[Dataset entries]
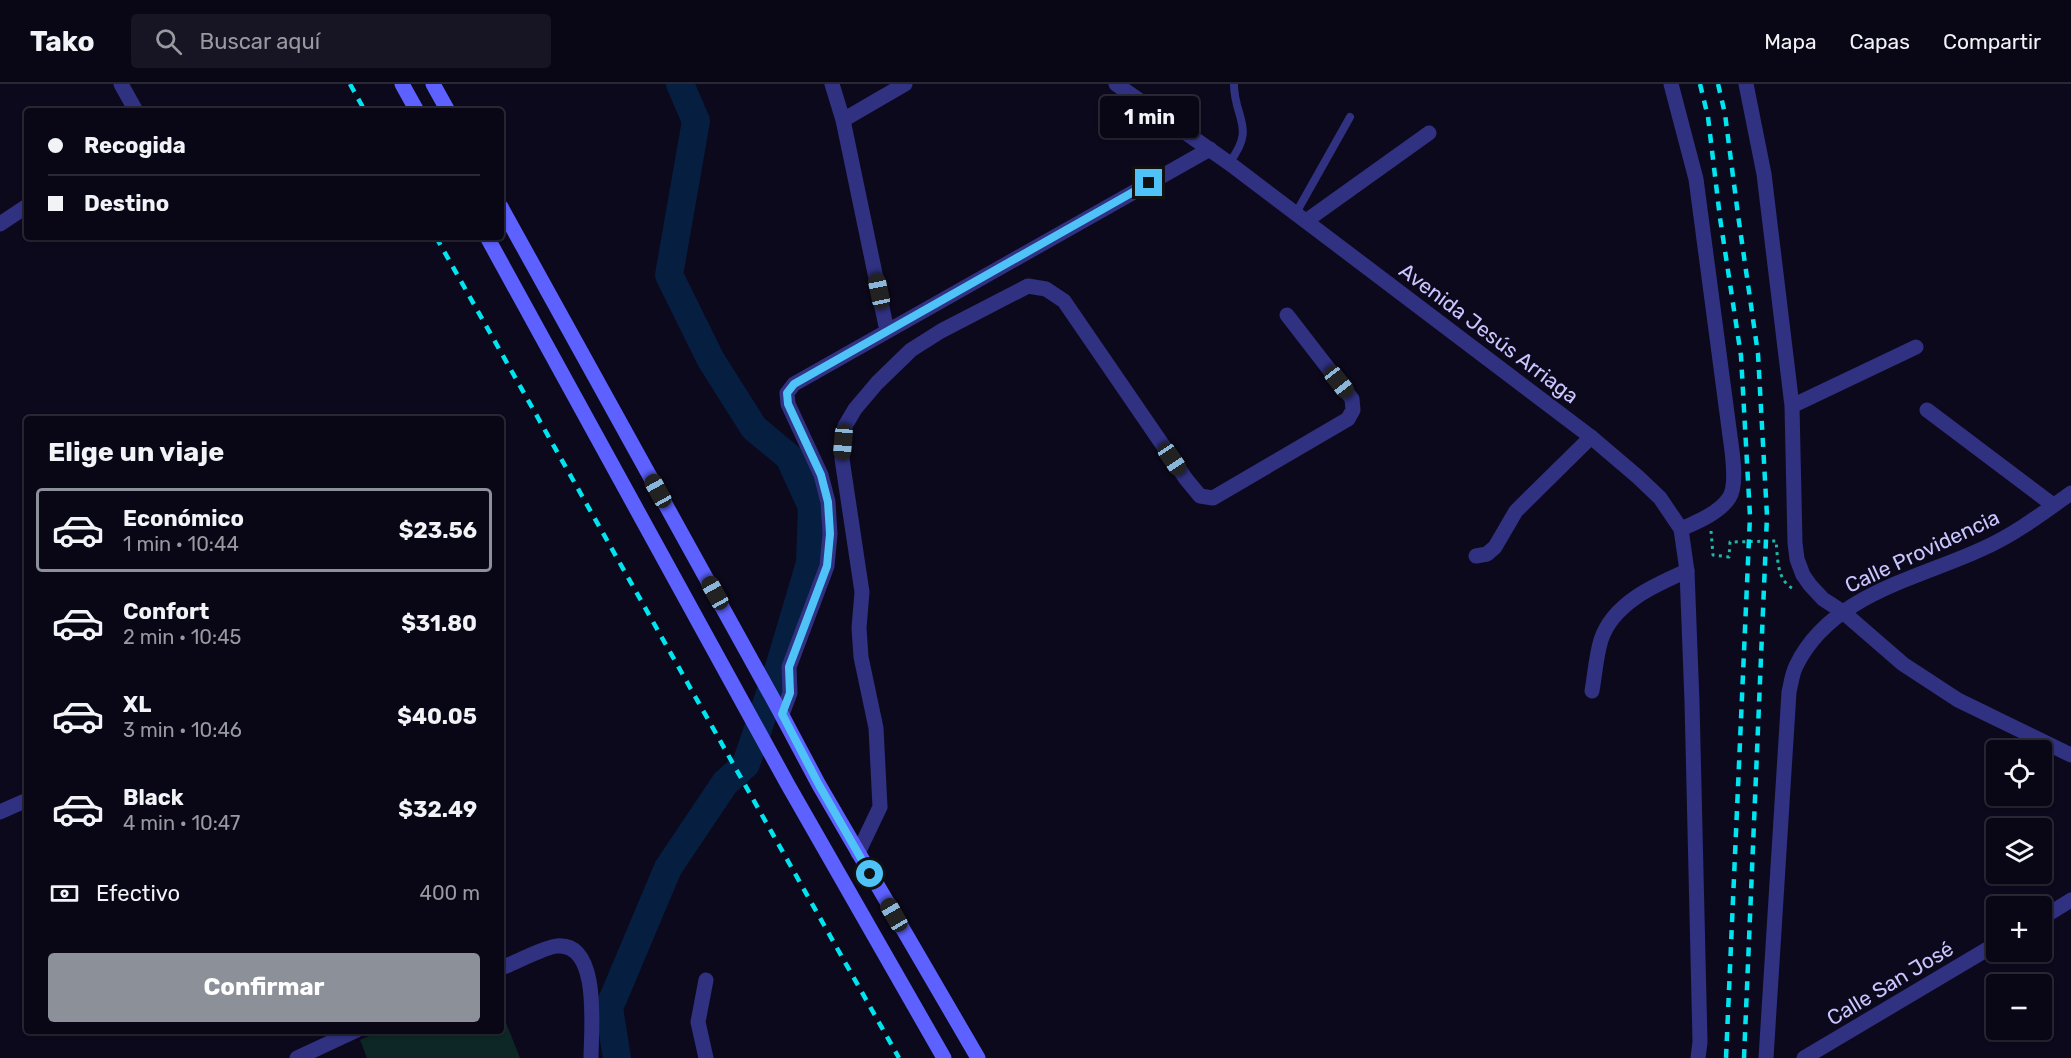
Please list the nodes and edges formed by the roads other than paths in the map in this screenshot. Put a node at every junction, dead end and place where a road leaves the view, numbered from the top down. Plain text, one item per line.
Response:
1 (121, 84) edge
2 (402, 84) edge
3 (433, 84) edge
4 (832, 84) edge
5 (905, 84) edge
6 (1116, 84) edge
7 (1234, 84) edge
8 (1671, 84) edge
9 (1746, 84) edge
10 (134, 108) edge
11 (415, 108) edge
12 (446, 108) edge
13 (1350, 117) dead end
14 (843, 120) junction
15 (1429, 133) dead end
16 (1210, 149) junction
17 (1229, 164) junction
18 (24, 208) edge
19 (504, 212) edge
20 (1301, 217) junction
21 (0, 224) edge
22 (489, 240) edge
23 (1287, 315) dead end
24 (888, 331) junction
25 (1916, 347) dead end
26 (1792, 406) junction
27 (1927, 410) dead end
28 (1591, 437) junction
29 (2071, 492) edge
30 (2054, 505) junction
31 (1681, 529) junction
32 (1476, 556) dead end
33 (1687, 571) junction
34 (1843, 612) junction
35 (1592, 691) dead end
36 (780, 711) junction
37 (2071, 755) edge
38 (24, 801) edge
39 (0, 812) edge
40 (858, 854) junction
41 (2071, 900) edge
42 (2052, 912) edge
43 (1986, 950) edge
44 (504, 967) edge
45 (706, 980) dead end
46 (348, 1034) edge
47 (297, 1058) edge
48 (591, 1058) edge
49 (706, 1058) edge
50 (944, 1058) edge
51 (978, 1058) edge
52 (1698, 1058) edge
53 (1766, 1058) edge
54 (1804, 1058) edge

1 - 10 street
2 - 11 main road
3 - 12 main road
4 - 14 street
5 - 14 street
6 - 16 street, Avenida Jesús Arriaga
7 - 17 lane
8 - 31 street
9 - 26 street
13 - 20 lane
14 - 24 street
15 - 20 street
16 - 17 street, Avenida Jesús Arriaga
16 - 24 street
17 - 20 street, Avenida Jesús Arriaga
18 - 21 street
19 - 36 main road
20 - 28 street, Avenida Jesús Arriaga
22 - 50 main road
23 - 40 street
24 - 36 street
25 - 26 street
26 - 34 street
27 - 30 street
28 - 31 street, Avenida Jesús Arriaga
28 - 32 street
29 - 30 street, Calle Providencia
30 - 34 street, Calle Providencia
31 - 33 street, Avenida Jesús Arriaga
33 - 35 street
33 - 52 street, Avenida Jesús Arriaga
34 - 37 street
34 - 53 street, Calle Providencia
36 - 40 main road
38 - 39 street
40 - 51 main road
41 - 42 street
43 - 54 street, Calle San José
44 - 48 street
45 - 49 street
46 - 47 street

_Instructions to follow:_ Retype every entry exactly, but keep the pictures out of your copy.

_Written response:_
Please list the nodes and edges formed by the roads other than paths in the map in this screenshot. Put a node at every junction, dead end and place where a road leaves the view, numbered from the top down. Plain text, one item per line.
Response:
1 (121, 84) edge
2 (402, 84) edge
3 (433, 84) edge
4 (832, 84) edge
5 (905, 84) edge
6 (1116, 84) edge
7 (1234, 84) edge
8 (1671, 84) edge
9 (1746, 84) edge
10 (134, 108) edge
11 (415, 108) edge
12 (446, 108) edge
13 (1350, 117) dead end
14 (843, 120) junction
15 (1429, 133) dead end
16 (1210, 149) junction
17 (1229, 164) junction
18 (24, 208) edge
19 (504, 212) edge
20 (1301, 217) junction
21 (0, 224) edge
22 (489, 240) edge
23 (1287, 315) dead end
24 (888, 331) junction
25 (1916, 347) dead end
26 (1792, 406) junction
27 (1927, 410) dead end
28 (1591, 437) junction
29 (2071, 492) edge
30 (2054, 505) junction
31 (1681, 529) junction
32 (1476, 556) dead end
33 (1687, 571) junction
34 (1843, 612) junction
35 (1592, 691) dead end
36 (780, 711) junction
37 (2071, 755) edge
38 (24, 801) edge
39 (0, 812) edge
40 (858, 854) junction
41 (2071, 900) edge
42 (2052, 912) edge
43 (1986, 950) edge
44 (504, 967) edge
45 (706, 980) dead end
46 (348, 1034) edge
47 (297, 1058) edge
48 (591, 1058) edge
49 (706, 1058) edge
50 (944, 1058) edge
51 (978, 1058) edge
52 (1698, 1058) edge
53 (1766, 1058) edge
54 (1804, 1058) edge

1 - 10 street
2 - 11 main road
3 - 12 main road
4 - 14 street
5 - 14 street
6 - 16 street, Avenida Jesús Arriaga
7 - 17 lane
8 - 31 street
9 - 26 street
13 - 20 lane
14 - 24 street
15 - 20 street
16 - 17 street, Avenida Jesús Arriaga
16 - 24 street
17 - 20 street, Avenida Jesús Arriaga
18 - 21 street
19 - 36 main road
20 - 28 street, Avenida Jesús Arriaga
22 - 50 main road
23 - 40 street
24 - 36 street
25 - 26 street
26 - 34 street
27 - 30 street
28 - 31 street, Avenida Jesús Arriaga
28 - 32 street
29 - 30 street, Calle Providencia
30 - 34 street, Calle Providencia
31 - 33 street, Avenida Jesús Arriaga
33 - 35 street
33 - 52 street, Avenida Jesús Arriaga
34 - 37 street
34 - 53 street, Calle Providencia
36 - 40 main road
38 - 39 street
40 - 51 main road
41 - 42 street
43 - 54 street, Calle San José
44 - 48 street
45 - 49 street
46 - 47 street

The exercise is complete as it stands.